Hablemos sobre el uniforme militar español, esas prendas aderezadas con la inmensa bandera española y una plétora de insignias. Está colmado de significado histórico y moral, de todas las dimensiones humanas: es testigo del terror y la brutalidad de la guerra (ahí muestran su máxima expresión), y por ende, de la total pérdida de inocencia. Un uniforme militar es un constante recordatorio de la construcción de nuestro Imperio, el derramamiento de sangre propio y ajeno que ello conllevó, la disciplina ferrosa, y camaradería como no se halla en otro lugar. Del mantenimiento de la seguridad, primera piedra de una sociedad con posibilidad de futuro. El uniforme es un símbolo de los valores de la profesión, de tanto estudio y riesgo (porque las armas es el cometido más peligroso de todos). Así mismo, ningún uniforme carga con una biografía tan dilatada como el militar (es una de las profesiones más antiguas), y tal vez sólo el atavío médico iguala al militar en cuanto a ser digno de tanta reflexión y reconocimiento. Desde luego, un uniforme militar no es un disfraz: un soldado no es alguien que un día se pone una prenda barata para aparentar ser como la cajera del supermercado. Al día siguiente aparece con alta costura, y por ello es calificado de elegante, como si el hábito hiciese al monje. Luego de rosa para ver una película de niñas descerebradas. Y un rato después de caqui, porque ese día toca ir de militar. Es comprensible que este ciudadano deba acercarse a lo castrense un periodo de tiempo para conocerlo, pero es inadmisible la pantomima que se ha construido en torno a ello, engrandeciéndolo hasta caer en lo grotesco, y la mentira. Constituye una vejación a la institución militar (y todos los ausentes y presentes que han derramado sangre propia y ajena por ella) utilizar su uniforme como un disfraz. Representa una deshonra pretender que hagan el saludo militar a este individuo quienes son auténticos soldados: M., B., A., E., y otros.

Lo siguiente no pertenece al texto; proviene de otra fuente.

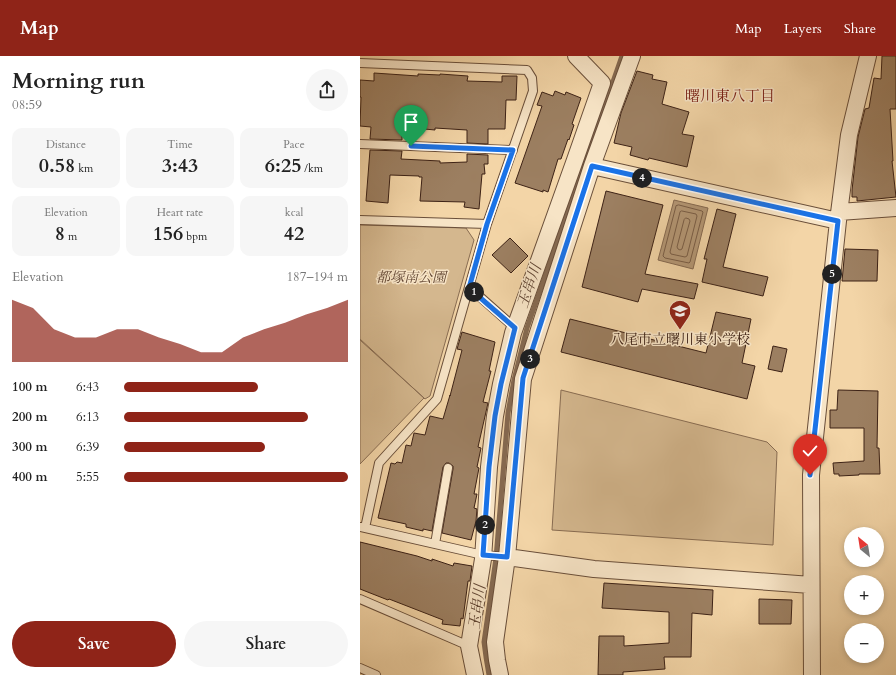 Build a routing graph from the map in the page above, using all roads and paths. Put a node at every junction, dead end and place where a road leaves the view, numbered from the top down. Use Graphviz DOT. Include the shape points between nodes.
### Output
graph roads {
  1 [pos="576,56"];
  2 [pos="632,56"];
  3 [pos="868,56"];
  4 [pos="360,63"];
  5 [pos="360,144"];
  6 [pos="513,150"];
  7 [pos="592,166"];
  8 [pos="896,208"];
  9 [pos="839,217"];
  10 [pos="360,220"];
  11 [pos="487,224"];
  12 [pos="469,288"];
  13 [pos="515,328"];
  14 [pos="448,468"];
  15 [pos="362,528"];
  16 [pos="435,544"];
  17 [pos="483,555"];
  18 [pos="507,557"];
  19 [pos="811,585"];
  20 [pos="360,599"];
  21 [pos="469,646"];
  22 [pos="360,668"];
  23 [pos="376,675"];
  24 [pos="475,675"];
  25 [pos="500,675"];
  26 [pos="812,675"];
  1 -- 13 [label="street" via="602,82"];
  2 -- 7 [label="street"];
  3 -- 9 [label="street" via="849,135"];
  4 -- 6 [label="lane" via="527,70 532,78 534,91"];
  5 -- 6 [label="lane"];
  6 -- 11 [label="lane"];
  7 -- 9 [label="street"];
  7 -- 18 [label="street" via="523,378"];
  8 -- 9 [label="street"];
  9 -- 19 [label="street" via="810,475"];
  10 -- 11 [label="lane"];
  11 -- 12 [label="lane"];
  12 -- 13 [label="lane"];
  12 -- 15 [label="lane" via="437,399 379,463"];
  13 -- 17 [label="street" via="495,416"];
  14 -- 16 [label="lane"];
  15 -- 16 [label="lane"];
  16 -- 17 [label="lane"];
  17 -- 18 [label="lane"];
  17 -- 21 [label="street"];
  18 -- 19 [label="street" via="594,570"];
  18 -- 25 [label="street" via="495,642"];
  19 -- 26 [label="street"];
  20 -- 21 [label="lane"];
  21 -- 24 [label="street"];
  22 -- 23 [label="lane"];
}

Ellos han sudado y sangrado un lustro en dos Academias, han arriesgado la vida en numerosas ocasiones, y demostrado repetidamente coraje y arrestos. Sin que ninguna camarilla cantase laudes. Ellos son militares de verdad, que han ganado llamarse tal, vestir uniforme, y que uno se cuadre frente a ellos. Recordemos siempre la sustancial diferencia entre quien está siendo explotado con desesperación penosa en las portadas estos días, y los legítimos guerreros.

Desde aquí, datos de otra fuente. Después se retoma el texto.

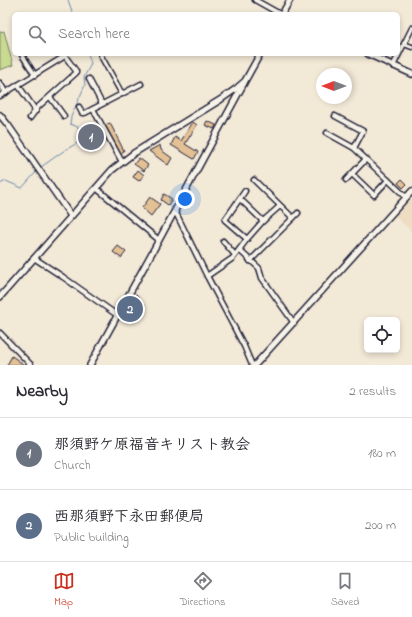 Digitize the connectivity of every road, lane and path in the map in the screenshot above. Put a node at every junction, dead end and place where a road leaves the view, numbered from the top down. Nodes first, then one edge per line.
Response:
1 (255, 0) edge
2 (290, 0) edge
3 (277, 12) edge
4 (282, 12) edge
5 (412, 28) edge
6 (404, 44) junction
7 (412, 47) edge
8 (400, 52) edge
9 (23, 56) edge
10 (102, 56) dead end
11 (259, 56) edge
12 (372, 56) edge
13 (398, 56) edge
14 (393, 66) junction
15 (412, 74) edge
16 (35, 75) junction
17 (89, 79) dead end
18 (245, 81) junction
19 (0, 83) edge
20 (141, 84) dead end
21 (18, 85) junction
22 (6, 93) junction
23 (122, 94) junction
24 (0, 96) edge
25 (50, 97) junction
26 (102, 104) junction
27 (80, 107) dead end
28 (93, 109) junction
29 (36, 111) junction
30 (64, 116) dead end
31 (335, 116) dead end
32 (1, 118) edge
33 (30, 118) dead end
34 (327, 133) dead end
35 (354, 148) junction
36 (366, 159) junction
37 (122, 162) junction
38 (352, 174) junction
39 (254, 180) dead end
40 (346, 180) dead end
41 (388, 180) junction
42 (96, 188) junction
43 (245, 191) dead end
44 (412, 191) edge
45 (406, 197) junction
46 (240, 199) junction
47 (280, 206) junction
48 (175, 210) junction
49 (298, 213) dead end
50 (71, 216) junction
51 (293, 218) junction
52 (264, 221) junction
53 (246, 239) junction
54 (159, 240) junction
55 (224, 241) dead end
56 (239, 250) junction
57 (235, 256) junction
58 (34, 258) junction
59 (250, 261) junction
60 (207, 276) junction
61 (0, 297) edge
62 (117, 315) junction
63 (294, 323) junction
64 (0, 333) edge
65 (31, 365) edge
66 (90, 365) edge
67 (252, 365) edge
68 (255, 365) edge

1 - 3 street
2 - 4 street
5 - 6 street
6 - 7 street
6 - 8 street
9 - 16 street
10 - 23 street
11 - 18 street
12 - 14 street
13 - 14 street
14 - 15 street
16 - 21 street
16 - 25 street
17 - 26 street
18 - 37 street
18 - 48 street
19 - 22 street
20 - 23 street
21 - 22 street
21 - 29 street
22 - 24 street
23 - 26 street
25 - 29 street
25 - 30 street
26 - 28 street
27 - 28 street
28 - 37 street
29 - 33 street
31 - 35 street
32 - 50 street
34 - 35 street
35 - 36 street
36 - 38 street
36 - 41 street
37 - 42 street
38 - 40 street
38 - 41 street
39 - 47 street
41 - 45 street
42 - 50 street
42 - 54 street
43 - 46 street
44 - 45 street
45 - 63 street
46 - 52 street
46 - 53 street
47 - 51 street
47 - 52 street
48 - 54 street
48 - 60 street
49 - 51 street
50 - 58 street
51 - 59 street
52 - 53 street
53 - 56 street
54 - 62 street
55 - 57 street
56 - 57 street
56 - 59 street
57 - 60 street
58 - 61 street
58 - 62 street
59 - 63 street
60 - 67 street
62 - 66 street
63 - 68 street
64 - 65 street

Casi todos los medios de comunicación, encabezados por la revista Hola (hagiógrafo de la institución, que laurea a toda la familia por su aspecto físico y los trapos con los que cubre su anatomía, como si ello causase la disminución del paro o el precio de la comida en España), nos bombardean con noticias de este sujeto (ojalá lo hicieran con la nacionalidad de quien provoca el aumento de violaciones en España), glorificando cada acción suya que interesa publicitar. Y si en una de ellas supera la mediocridad, es proclamado excelente (mientras, en los colegios,  a quien realmente sobresale, se le ignora o ridiculiza, porque los vagos y tontos se ofenden, y la envidia gobierna). Inusual sería que este individuo no acabase sufriendo egomanía, máxime teniendo en cuenta que ésa es la enfermedad de quien la dirige. Qué difícil debe ser poseer la medida real de uno mismo, y llegar a ser un ciudadano industrioso y de provecho, si vive rodeado de bufones idólatras.